They accdentaly forwarded me a message they sent to one another inside the bank I do some work for the National guard.
First of all, this appears to be two sentences smushed into one. Second, who are "they"? It appears to be a reference to some bank employee. However, since an e-mail (which is apparently what you're talking about) can have only one sender, that would call for a "he" or a "she." So, are you only talking about the sender of the e-mail, or are you talking about multiple persons? If it's multiple persons, who are the others?
I do some work for the National guard.Do I have recourse and what should I ask for?

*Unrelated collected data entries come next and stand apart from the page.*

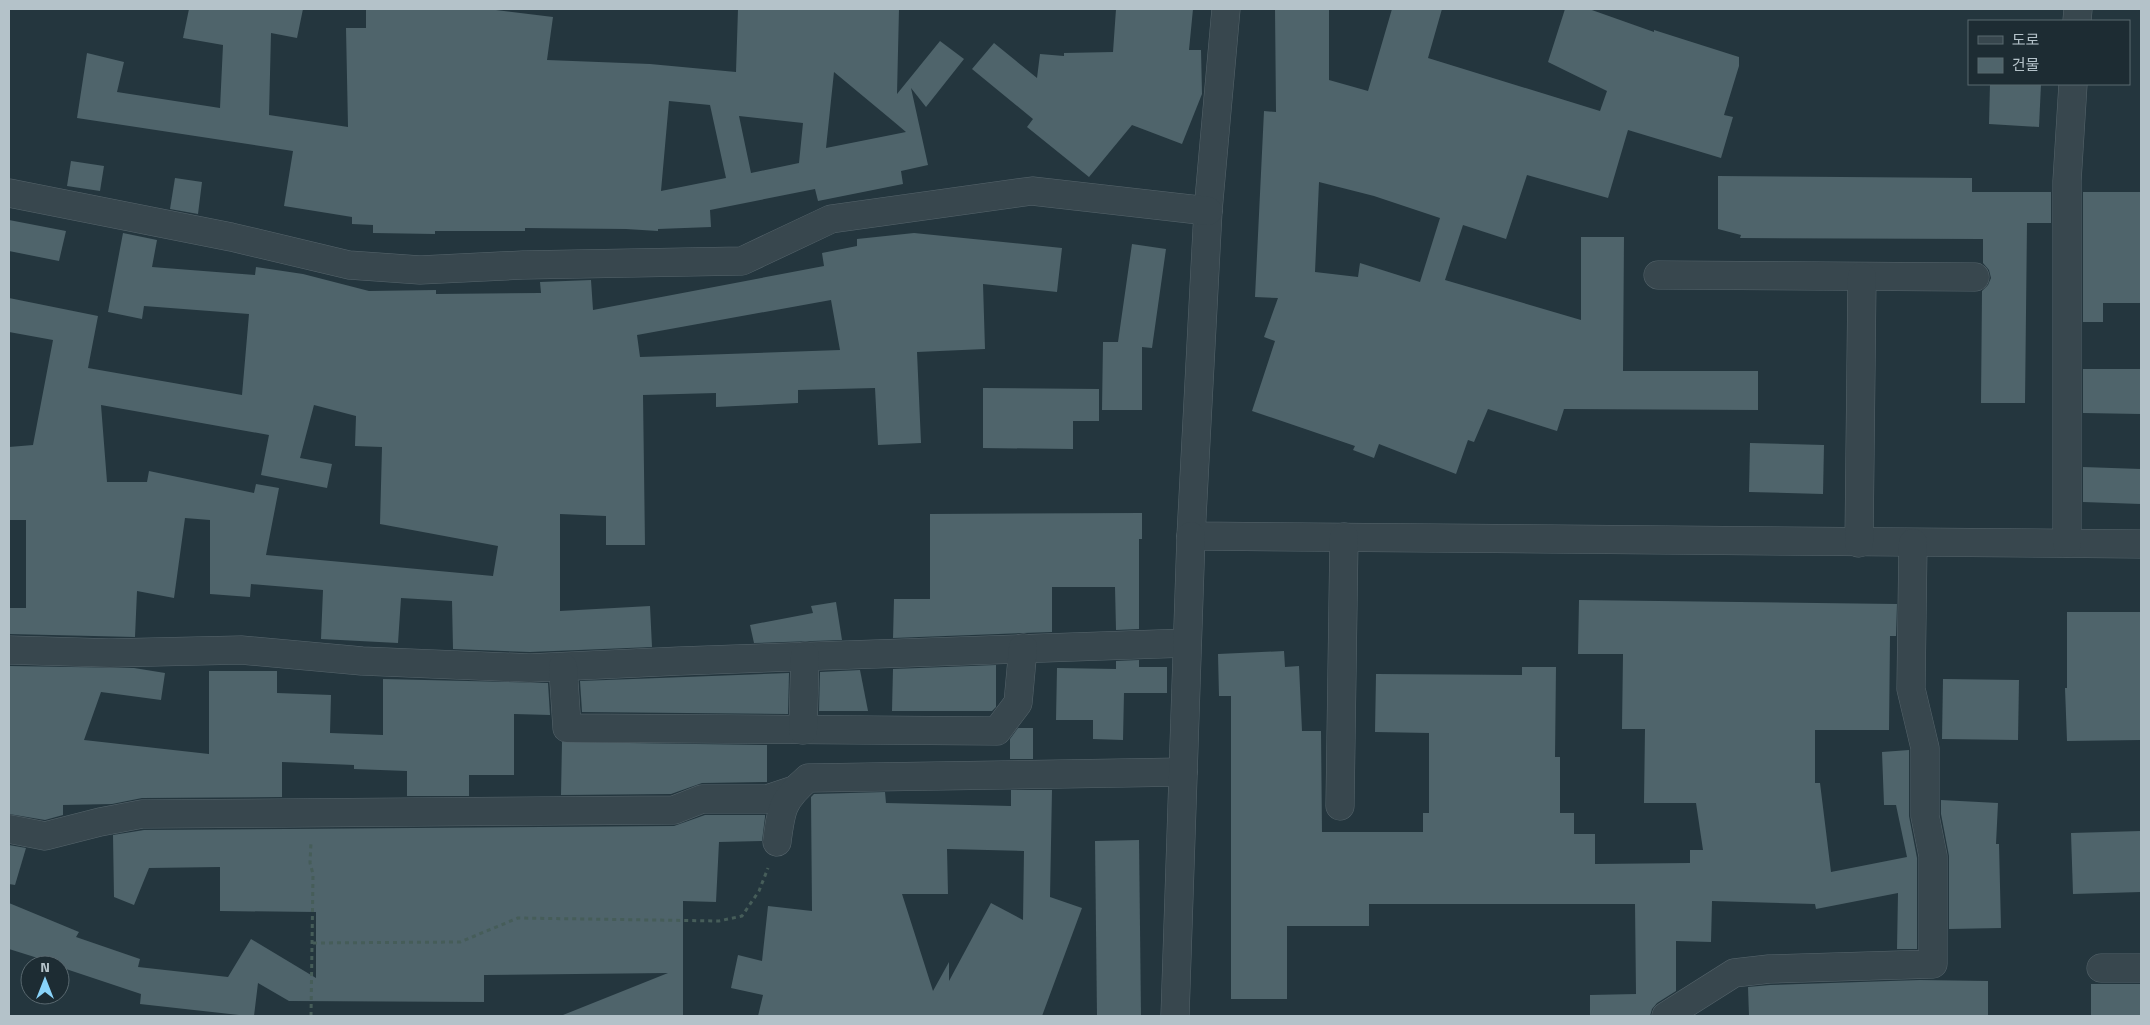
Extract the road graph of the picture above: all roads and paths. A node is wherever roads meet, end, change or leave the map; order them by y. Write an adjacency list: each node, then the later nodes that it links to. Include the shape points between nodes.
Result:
1 (1226, 9): 4 (street)
2 (2073, 85): 12 (street, via 2067,181)
3 (9, 193): 4 (street, via 231,237 349,265 420,270 742,261 831,219 1032,191)
4 (1208, 210): 8 (street)
5 (1658, 275): 6 (street)
6 (1862, 277): 7 (street); 10 (street)
7 (1975, 278)
8 (1191, 536): 9 (street); 14 (street)
9 (1344, 537): 10 (street); 22 (street)
10 (1859, 543): 11 (street)
11 (1913, 543): 12 (street); 31 (street, via 1911,689 1924,748 1925,816 1933,856 1933,964 1734,973)
12 (2067, 543): 13 (street)
13 (2141, 544)
14 (1188, 643): 15 (street); 20 (street)
15 (1022, 648): 17 (street); 19 (street, via 1018,703 997,731)
16 (9, 650): 18 (street, via 110,653 241,650 382,662 530,668)
17 (805, 656): 18 (street); 19 (street)
18 (563, 666): 19 (street, via 567,728)
19 (803, 730)
20 (1183, 772): 21 (street, via 808,778); 30 (street)
21 (794, 790): 23 (street, via 767,799 702,799 674,810); 25 (street, via 782,809)
22 (1340, 806)
23 (313, 814): 24 (street, via 142,814 45,836); 26 (path, via 310,863 314,874)
24 (9, 829)
25 (777, 842): 26 (path, via 759,890 742,916 719,921 518,918 460,942)
26 (313, 943): 29 (path)
27 (2101, 968): 28 (street)
28 (2141, 968)
29 (311, 1016)
30 (1175, 1016)
31 (1666, 1016)

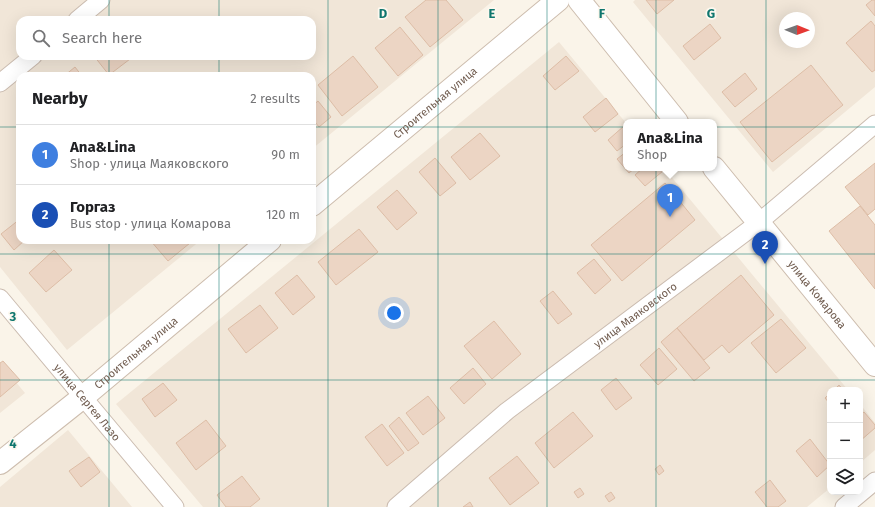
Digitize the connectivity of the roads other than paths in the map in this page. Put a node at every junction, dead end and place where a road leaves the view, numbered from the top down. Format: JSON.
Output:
{"nodes":[{"id":1,"x":101,"y":0,"type":"edge"},
{"id":2,"x":558,"y":0,"type":"edge"},
{"id":3,"x":579,"y":0,"type":"edge"},
{"id":4,"x":82,"y":16,"type":"edge"},
{"id":5,"x":28,"y":60,"type":"edge"},
{"id":6,"x":0,"y":83,"type":"edge"},
{"id":7,"x":675,"y":119,"type":"edge"},
{"id":8,"x":875,"y":124,"type":"edge"},
{"id":9,"x":716,"y":171,"type":"edge"},
{"id":10,"x":316,"y":202,"type":"edge"},
{"id":11,"x":758,"y":223,"type":"junction"},
{"id":12,"x":265,"y":244,"type":"edge"},
{"id":13,"x":0,"y":298,"type":"edge"},
{"id":14,"x":875,"y":365,"type":"edge"},
{"id":15,"x":83,"y":397,"type":"junction"},
{"id":16,"x":0,"y":463,"type":"edge"},
{"id":17,"x":875,"y":481,"type":"edge"},
{"id":18,"x":175,"y":507,"type":"edge"},
{"id":19,"x":396,"y":507,"type":"edge"},
{"id":20,"x":844,"y":507,"type":"edge"}],
"edges":[{"from":1,"to":4,"type":"street"},
{"from":2,"to":10,"type":"street","name":"Строительная улица"},
{"from":3,"to":7,"type":"street"},
{"from":5,"to":6,"type":"street"},
{"from":8,"to":11,"type":"street","name":"улица Маяковского"},
{"from":9,"to":11,"type":"street","name":"улица Комарова"},
{"from":11,"to":14,"type":"street","name":"улица Комарова"},
{"from":11,"to":19,"type":"street","name":"улица Маяковского"},
{"from":12,"to":15,"type":"street","name":"Строительная улица"},
{"from":13,"to":15,"type":"street","name":"улица Сергея Лазо"},
{"from":15,"to":16,"type":"street","name":"Строительная улица"},
{"from":15,"to":18,"type":"street","name":"улица Сергея Лазо"},
{"from":17,"to":20,"type":"street"}]}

This is in Kansas
Forwarded Message -----
Sent: Thursday, February 14, 2013 8:28 AM
Subject: FW: hello
I don't know if they're making the full payment due or paying it off. Who does she do at the National Guard to get money? Hmmm!
The meaning of these statements is quite unclear. However, I assume you're interpreting "Who [sic
] does she do" to be an allegation by the sender of the e-mail that you engaged in prostitution -- i.e., that you traded sex for money. If, in fact, that was what was said, then the statement could have been defamatory. However, I agree with "Tax_Counsel" that this was nothing more than a snarky expression of opinion and that the author of the statement was not intended to state, as a matter of fact, that you engaged in prostitution. I also agree that you appear to have suffered no damages (although that might not make a difference depending on the specifics of KS law).